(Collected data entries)
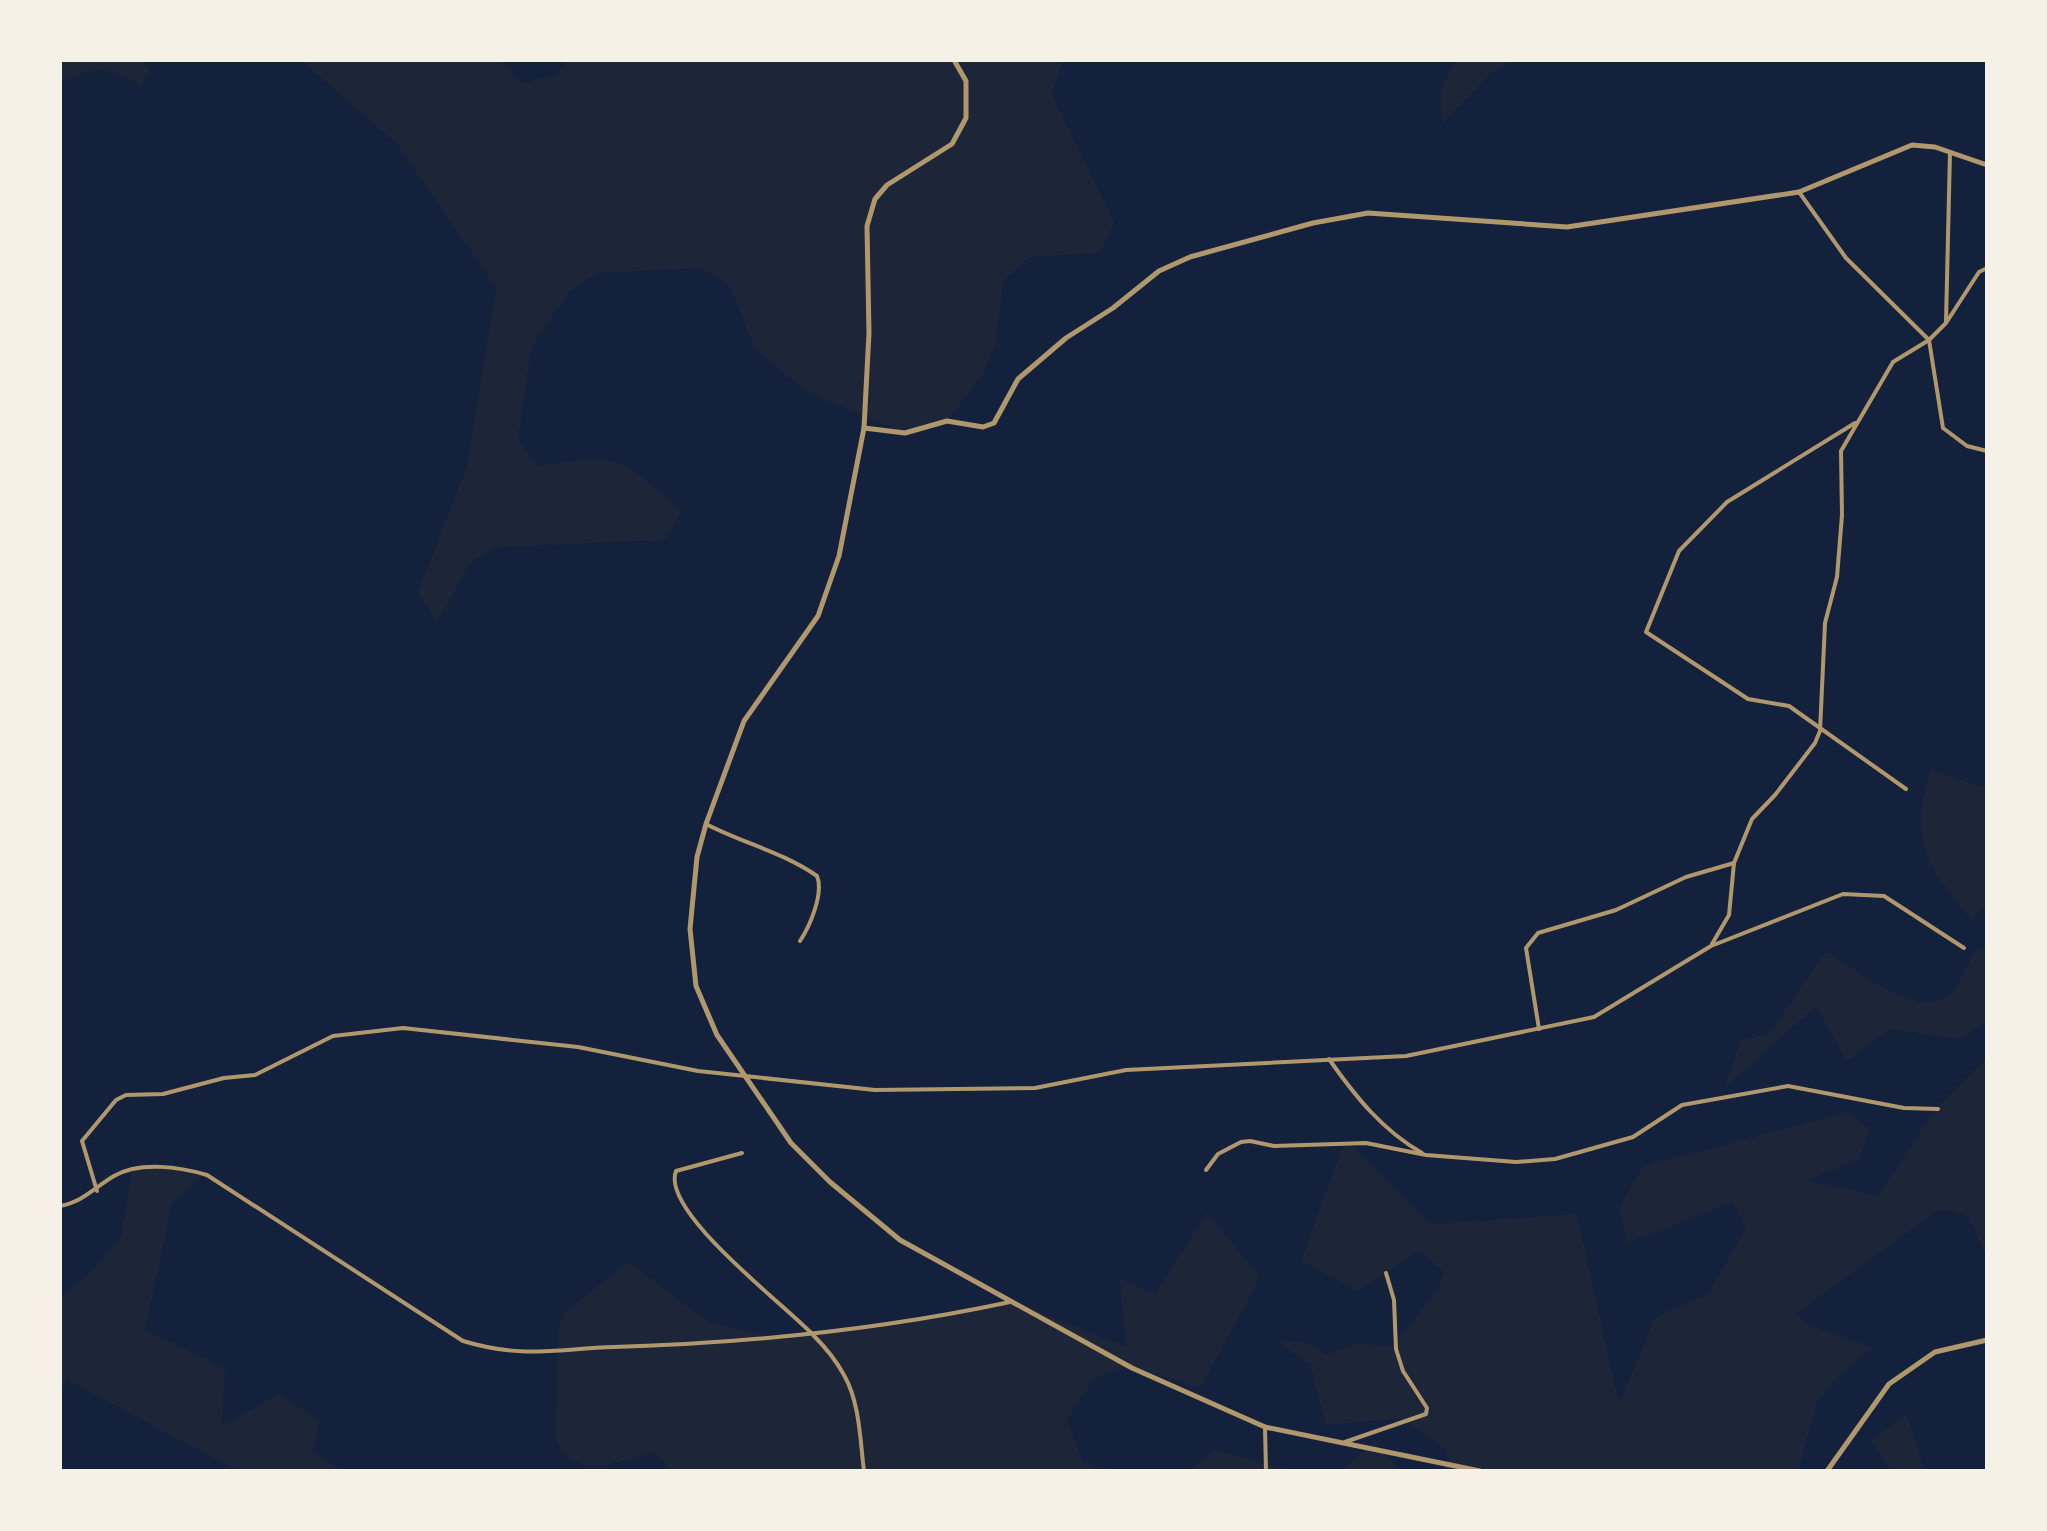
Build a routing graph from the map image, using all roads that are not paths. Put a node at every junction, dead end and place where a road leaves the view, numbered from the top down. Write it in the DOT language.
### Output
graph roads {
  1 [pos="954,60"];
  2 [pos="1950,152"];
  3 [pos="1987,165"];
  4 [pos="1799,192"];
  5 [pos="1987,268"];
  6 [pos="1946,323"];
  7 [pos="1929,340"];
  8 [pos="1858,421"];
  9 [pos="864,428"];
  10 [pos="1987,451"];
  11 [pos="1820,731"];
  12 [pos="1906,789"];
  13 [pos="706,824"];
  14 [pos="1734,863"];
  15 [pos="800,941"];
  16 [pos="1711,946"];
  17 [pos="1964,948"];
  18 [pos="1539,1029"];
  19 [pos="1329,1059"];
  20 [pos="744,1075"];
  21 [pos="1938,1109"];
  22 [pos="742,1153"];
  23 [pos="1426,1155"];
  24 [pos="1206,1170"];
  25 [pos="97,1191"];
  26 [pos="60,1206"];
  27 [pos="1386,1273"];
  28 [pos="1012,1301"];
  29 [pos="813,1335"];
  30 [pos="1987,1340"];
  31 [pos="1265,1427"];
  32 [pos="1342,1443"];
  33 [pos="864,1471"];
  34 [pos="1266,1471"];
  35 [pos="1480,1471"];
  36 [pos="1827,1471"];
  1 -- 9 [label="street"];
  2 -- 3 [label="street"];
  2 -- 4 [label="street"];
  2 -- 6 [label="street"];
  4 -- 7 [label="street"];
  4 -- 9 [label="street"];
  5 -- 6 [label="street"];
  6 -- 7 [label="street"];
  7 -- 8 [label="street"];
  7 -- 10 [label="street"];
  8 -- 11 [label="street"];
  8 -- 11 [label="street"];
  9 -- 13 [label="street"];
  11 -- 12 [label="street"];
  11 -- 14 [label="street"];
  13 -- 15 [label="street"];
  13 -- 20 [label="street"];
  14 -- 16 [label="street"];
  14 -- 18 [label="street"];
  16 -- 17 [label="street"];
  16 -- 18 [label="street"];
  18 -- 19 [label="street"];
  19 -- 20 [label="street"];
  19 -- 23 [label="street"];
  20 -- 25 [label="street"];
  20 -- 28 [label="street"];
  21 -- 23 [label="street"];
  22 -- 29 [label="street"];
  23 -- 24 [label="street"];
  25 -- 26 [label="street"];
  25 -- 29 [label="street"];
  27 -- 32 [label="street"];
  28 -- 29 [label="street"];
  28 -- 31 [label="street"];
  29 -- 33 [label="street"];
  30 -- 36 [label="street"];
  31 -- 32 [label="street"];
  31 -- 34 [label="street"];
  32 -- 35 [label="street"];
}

- TASK TO CARRY OUT: Look through the entries above; copy every line holding the string "roads".

- EXERCISE OUTPUT:
Build a routing graph from the map image, using all roads that are not paths. Put a node at every junction, dead end and place where a road leaves the view, numbered from the top down. Write it in the DOT language.
graph roads {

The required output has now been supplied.